In the second entry in this mission-based, cops and robbers game, True Crime continues to revel in graphic violence, explicit drug culture, tawdry sex, and a slippery moral terrain. Players control Marcus Reed, a murderous ex-gang member who was saved from the streets by the tough love of a caring cop. When his mentor is ambushed and killed, Marcus (now also a police officer) is enlisted by the FBI to crush the crime syndicates running New York and help get to the bottom of his advisor's murder.
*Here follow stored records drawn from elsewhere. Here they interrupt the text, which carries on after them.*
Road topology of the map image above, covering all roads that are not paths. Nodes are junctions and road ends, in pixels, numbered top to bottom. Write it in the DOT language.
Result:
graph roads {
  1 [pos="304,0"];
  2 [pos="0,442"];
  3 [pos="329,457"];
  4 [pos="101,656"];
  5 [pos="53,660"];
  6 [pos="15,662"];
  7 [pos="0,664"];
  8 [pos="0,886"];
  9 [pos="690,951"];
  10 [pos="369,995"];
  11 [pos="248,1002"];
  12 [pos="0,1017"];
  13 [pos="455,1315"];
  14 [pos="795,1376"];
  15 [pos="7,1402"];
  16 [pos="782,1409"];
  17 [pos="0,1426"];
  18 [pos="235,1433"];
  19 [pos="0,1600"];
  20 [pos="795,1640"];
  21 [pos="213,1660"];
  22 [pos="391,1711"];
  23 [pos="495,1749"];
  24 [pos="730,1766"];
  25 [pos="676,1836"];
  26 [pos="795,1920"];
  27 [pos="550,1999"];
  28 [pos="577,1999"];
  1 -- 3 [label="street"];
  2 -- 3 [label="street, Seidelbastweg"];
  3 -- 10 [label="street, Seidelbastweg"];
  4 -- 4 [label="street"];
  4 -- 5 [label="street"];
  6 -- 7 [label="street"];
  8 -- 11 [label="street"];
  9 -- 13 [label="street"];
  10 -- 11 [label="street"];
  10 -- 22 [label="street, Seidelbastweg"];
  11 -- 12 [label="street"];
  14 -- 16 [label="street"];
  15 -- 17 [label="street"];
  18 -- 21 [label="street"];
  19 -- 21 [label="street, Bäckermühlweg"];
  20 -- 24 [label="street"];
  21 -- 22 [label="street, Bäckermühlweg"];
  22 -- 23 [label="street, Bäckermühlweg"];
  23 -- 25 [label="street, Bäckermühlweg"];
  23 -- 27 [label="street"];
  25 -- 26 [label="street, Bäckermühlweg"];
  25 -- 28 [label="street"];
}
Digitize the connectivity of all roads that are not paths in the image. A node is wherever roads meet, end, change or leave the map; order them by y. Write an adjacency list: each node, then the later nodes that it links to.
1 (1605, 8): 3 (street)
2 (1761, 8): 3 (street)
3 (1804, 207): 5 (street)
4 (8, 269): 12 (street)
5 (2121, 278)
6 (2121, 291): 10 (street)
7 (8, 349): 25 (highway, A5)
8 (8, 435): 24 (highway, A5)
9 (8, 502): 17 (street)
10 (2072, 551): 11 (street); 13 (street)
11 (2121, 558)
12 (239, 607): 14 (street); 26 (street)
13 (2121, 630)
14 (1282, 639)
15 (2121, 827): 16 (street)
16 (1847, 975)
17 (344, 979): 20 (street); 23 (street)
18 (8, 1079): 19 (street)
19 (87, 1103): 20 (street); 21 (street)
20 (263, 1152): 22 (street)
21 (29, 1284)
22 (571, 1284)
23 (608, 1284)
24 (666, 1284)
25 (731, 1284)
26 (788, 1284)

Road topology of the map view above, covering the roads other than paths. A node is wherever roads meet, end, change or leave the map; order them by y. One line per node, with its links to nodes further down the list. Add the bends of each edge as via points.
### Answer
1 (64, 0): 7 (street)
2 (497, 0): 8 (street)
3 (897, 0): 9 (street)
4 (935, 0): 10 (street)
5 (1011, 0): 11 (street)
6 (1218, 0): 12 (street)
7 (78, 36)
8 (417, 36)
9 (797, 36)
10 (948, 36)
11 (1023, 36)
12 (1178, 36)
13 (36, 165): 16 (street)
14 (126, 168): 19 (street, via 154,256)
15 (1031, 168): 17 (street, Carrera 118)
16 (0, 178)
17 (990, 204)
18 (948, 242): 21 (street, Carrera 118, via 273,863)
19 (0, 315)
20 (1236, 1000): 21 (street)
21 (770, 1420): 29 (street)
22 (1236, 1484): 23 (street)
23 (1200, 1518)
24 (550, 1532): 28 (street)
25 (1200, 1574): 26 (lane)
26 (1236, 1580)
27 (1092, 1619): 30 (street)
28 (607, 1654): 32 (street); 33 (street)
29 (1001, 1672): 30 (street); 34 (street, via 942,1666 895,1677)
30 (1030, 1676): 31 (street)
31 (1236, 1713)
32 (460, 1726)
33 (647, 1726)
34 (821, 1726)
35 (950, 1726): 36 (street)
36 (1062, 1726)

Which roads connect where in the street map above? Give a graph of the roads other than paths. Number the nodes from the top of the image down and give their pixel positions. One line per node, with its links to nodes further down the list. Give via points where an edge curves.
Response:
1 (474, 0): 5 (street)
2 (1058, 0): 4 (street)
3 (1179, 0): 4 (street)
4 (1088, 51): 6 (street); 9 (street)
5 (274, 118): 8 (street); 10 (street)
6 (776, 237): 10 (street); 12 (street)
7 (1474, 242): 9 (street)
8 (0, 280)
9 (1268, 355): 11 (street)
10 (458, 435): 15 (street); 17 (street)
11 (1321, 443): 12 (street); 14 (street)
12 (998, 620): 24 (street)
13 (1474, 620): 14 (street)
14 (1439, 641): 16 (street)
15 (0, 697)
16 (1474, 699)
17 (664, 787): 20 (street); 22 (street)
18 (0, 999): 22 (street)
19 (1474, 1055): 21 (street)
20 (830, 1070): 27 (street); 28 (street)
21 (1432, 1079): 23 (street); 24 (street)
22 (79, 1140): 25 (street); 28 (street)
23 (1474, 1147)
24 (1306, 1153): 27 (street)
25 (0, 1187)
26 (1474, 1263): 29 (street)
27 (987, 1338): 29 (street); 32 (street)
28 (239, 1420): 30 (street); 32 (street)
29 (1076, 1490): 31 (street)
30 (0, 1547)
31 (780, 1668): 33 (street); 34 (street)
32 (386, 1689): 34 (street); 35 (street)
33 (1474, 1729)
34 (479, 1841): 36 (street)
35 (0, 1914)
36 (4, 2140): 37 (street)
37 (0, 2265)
Armed with an arsenal of heavy weaponry, Marcus cracks down on street crime -- he also runs errands for his gang lord father, does favors for informants, and tries to determine whether he's a good cop with a criminal past or an undercover thug with a badge.
Players' decisions earn points that determine their prevailing tendencies toward good or bad. Unfortunately, these choices don't do much to alter gameplay. The game misses a great opportunity to explore the complicated moral world of law enforcement, basically throwing out the good cop/bad cop classifications as soon as gameplay starts.
While the game includes meticulously reproduced streets of New York, gameplay can be very frustrating. Common technical glitches mean cars will at times float in the air, or sound effects will get caught in annoying loops. Graphics are fuzzy and frame rate is slow. All in all, skip this title.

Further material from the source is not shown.